Wajahnya sedikit tertunduk, seakan enggan menatapku.
"Kenapa diam?" sambungku karena tak ada reaksinya.
Hingga mukanya tengadah menatapku karena jaraknya begitu dekat.
Wajahku sudah sembuh, hanya tinggal bekasnya, ku rasa dalam setengah bulan lagi baru hilang bekasnya.

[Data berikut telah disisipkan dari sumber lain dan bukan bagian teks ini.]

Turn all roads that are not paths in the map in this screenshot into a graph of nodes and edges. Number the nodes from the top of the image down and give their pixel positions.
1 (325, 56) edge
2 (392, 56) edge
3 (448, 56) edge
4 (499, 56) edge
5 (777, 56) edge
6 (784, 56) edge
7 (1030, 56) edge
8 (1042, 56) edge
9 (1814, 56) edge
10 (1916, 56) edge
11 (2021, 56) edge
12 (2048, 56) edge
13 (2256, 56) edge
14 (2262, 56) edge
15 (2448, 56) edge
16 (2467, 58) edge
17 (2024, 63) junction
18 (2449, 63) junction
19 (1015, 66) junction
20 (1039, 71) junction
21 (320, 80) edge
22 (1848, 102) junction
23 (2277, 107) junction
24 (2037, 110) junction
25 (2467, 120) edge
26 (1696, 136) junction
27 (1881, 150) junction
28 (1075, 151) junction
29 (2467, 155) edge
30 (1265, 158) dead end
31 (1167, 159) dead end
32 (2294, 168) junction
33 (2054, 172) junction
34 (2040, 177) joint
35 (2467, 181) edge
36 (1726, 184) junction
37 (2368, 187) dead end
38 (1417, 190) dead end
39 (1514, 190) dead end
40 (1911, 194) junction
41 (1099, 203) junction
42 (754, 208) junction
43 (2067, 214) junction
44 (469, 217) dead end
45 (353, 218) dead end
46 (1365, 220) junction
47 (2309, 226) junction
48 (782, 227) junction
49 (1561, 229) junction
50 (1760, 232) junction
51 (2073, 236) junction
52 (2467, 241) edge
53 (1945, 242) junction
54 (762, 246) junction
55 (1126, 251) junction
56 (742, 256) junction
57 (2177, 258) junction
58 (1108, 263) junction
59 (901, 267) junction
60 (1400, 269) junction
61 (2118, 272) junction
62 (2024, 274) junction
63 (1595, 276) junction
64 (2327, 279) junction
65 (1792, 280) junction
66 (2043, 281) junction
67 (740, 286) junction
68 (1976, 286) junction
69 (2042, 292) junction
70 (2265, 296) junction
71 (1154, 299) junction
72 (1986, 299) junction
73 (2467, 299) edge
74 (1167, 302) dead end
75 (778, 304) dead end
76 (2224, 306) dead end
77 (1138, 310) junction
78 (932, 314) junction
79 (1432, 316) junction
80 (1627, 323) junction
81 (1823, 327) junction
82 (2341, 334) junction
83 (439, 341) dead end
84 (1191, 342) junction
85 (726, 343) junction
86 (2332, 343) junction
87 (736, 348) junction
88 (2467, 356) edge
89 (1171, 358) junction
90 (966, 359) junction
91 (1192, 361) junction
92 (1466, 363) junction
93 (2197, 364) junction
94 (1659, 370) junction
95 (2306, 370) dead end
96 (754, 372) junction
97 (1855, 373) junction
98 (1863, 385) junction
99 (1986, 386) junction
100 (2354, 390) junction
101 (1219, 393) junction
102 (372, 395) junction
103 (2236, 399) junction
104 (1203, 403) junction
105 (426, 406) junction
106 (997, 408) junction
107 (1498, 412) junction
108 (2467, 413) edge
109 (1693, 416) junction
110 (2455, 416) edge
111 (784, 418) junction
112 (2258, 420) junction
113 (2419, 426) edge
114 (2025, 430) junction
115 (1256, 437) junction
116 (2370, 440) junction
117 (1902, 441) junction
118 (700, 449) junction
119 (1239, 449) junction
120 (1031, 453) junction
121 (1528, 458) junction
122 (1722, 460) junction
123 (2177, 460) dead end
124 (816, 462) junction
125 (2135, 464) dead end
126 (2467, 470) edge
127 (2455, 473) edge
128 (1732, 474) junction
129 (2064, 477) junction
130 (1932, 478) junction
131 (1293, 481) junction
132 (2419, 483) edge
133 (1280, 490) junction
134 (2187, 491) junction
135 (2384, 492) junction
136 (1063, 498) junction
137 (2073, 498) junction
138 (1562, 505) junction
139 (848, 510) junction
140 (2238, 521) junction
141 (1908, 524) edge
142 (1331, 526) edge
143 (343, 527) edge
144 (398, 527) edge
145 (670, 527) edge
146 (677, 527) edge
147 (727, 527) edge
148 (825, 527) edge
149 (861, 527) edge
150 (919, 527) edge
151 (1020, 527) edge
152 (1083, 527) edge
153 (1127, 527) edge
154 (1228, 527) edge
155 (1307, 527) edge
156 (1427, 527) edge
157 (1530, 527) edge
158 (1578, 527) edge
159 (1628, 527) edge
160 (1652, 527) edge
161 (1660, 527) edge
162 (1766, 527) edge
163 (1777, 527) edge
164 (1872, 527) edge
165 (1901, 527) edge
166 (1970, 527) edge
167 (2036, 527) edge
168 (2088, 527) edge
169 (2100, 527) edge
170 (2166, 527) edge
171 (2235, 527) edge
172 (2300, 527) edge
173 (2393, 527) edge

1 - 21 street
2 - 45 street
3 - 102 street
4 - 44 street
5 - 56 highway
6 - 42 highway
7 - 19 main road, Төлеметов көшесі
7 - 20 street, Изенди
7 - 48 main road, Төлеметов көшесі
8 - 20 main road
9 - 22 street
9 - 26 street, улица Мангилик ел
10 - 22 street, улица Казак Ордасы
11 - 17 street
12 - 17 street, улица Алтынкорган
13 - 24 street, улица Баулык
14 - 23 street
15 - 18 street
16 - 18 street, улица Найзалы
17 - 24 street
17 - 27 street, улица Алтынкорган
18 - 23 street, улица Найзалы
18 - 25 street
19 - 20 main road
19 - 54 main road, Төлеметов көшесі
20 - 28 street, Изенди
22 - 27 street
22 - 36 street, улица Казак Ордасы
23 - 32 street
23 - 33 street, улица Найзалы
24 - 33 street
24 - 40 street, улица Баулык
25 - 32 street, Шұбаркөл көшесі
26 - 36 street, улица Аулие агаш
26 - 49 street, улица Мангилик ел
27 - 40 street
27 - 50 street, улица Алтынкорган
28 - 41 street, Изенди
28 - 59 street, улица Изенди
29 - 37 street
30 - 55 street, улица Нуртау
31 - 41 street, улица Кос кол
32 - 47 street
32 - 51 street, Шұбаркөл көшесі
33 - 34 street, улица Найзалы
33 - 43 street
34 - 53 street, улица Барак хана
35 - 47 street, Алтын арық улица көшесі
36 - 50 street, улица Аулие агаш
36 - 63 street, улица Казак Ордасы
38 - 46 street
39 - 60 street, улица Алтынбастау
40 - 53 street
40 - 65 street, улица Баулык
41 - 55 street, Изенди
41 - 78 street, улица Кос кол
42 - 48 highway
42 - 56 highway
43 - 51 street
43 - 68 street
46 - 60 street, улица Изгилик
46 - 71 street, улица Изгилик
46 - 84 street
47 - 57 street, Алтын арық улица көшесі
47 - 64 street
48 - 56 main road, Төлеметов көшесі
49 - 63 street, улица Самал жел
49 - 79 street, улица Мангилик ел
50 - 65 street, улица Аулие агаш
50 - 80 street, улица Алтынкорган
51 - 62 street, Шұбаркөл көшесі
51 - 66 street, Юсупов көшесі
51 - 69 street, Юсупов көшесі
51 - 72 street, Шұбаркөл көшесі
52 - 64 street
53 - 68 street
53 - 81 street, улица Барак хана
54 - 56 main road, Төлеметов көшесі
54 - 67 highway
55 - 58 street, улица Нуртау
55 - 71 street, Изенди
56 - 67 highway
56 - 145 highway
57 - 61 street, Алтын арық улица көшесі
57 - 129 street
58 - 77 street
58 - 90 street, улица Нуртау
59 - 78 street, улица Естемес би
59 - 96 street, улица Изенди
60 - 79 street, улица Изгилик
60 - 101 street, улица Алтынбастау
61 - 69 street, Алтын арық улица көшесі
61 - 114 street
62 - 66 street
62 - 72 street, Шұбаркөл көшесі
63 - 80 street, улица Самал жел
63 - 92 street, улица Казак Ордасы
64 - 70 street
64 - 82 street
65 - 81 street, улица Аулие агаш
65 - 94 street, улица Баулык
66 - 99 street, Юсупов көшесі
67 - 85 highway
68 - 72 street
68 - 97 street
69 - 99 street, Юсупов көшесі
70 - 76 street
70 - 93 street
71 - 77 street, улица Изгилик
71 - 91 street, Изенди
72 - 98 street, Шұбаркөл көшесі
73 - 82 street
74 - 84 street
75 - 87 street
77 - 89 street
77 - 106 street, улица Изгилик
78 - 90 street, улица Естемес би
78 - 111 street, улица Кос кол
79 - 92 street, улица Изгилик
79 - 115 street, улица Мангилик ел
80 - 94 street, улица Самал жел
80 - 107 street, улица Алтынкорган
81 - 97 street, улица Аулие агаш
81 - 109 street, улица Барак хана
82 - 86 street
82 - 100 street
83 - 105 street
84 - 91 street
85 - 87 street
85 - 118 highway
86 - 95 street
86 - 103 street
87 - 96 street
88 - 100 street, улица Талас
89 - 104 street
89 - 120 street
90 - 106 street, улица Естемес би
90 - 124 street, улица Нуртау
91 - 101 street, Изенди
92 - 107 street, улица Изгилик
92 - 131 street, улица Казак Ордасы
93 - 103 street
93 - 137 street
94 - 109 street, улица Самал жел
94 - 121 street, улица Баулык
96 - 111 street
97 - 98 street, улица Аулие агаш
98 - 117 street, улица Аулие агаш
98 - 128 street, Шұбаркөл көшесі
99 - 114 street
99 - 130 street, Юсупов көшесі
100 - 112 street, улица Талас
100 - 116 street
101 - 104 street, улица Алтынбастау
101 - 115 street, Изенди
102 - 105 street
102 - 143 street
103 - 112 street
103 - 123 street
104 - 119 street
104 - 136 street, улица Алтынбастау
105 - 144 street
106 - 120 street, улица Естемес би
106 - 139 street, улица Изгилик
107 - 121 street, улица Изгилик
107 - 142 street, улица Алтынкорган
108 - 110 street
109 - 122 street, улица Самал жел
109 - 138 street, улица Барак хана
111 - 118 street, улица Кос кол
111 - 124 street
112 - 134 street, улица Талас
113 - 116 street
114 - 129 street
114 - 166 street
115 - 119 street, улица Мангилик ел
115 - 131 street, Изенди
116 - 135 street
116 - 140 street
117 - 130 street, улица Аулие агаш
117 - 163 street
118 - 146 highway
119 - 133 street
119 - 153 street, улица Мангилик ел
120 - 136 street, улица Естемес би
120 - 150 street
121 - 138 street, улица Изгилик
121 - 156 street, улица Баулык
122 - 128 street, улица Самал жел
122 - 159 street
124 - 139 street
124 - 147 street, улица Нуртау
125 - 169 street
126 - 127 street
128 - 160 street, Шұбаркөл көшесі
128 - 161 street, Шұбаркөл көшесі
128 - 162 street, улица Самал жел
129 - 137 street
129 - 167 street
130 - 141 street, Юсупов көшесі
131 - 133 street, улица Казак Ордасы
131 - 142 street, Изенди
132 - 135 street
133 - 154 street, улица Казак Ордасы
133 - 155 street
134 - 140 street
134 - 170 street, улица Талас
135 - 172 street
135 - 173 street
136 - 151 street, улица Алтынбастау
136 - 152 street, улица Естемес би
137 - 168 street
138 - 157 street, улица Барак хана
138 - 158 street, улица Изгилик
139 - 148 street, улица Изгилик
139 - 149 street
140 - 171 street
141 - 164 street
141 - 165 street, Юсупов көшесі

Mata Alex menajam sesaat,,,
Desahnya pelan. Rautnya berubah sedih.
"Lepas,,,, kan,,, aku,,," ucapnya menghiba dengan khasnya, bass bergetar. Padahal tadi, terlihat marah saat ku sumpal tadi kini telah berubah.
"Apa,,,? Coba ulangi, aku tidak dengar" ku dekatkan telingaku pura pura tadi tidak dengar.
"Please, bebaskan aku Bening!" mohonnya.
Aku tidak tahu hatinya tulus apa tidak terlebih, mimik wajahnya terlihat sendu.
Aku tahu kalau Alex laki laki yang pantang menangis, tapi kali ini memohon untuk dibebaskan.
Jika aku bebaskan, aku tidak tahu nasib apa yang akan menimpa para gadis dikelasku. Aku tahu Alex tidak akan semudah itu untuk bisa lepas dengan apa yang dilakukan.
"Tidak Alex, aku tidak akan mungkin membebaskanmu. Karena aku tahu, kamu pasti akan melanjutkan rencanamu. Dan aku tidak mau hal itu terjadi!" tegasku.
"Aku tahu kamu dibayar oleh cewek cewek murahan itu kan. Berapa mereka membayarmu? Aku akan bayar sepuluh kali lipat dari apa yang mereka berikan ke kamu"
"Bukan masalah itu. Tapi, masa depan mereka sebagai taruhannya"
"Kamu tidak tahu siapa mereka sebenarnya di belakang mu Bening"
"Aku tidak peduli"
"Kamu pasti akan menyesal, nanti Bening,,,"
Diam sejenak, ada jeda. Alex sudah tidak bisa membujukku. Bahkan tadi mencoba mempengarahui.
"Kamu berharap, bisa meminta bantuan pada Ki Ageng? Aku tidak bodoh. Asal kau tahu Orang tua bernama Ki Ageng Madyo Santoso juga ku hukum sama sepertimu, kini ku ikat sama seperti mu di alam mimpi, ha ha ha,,,," aku tertawa puas.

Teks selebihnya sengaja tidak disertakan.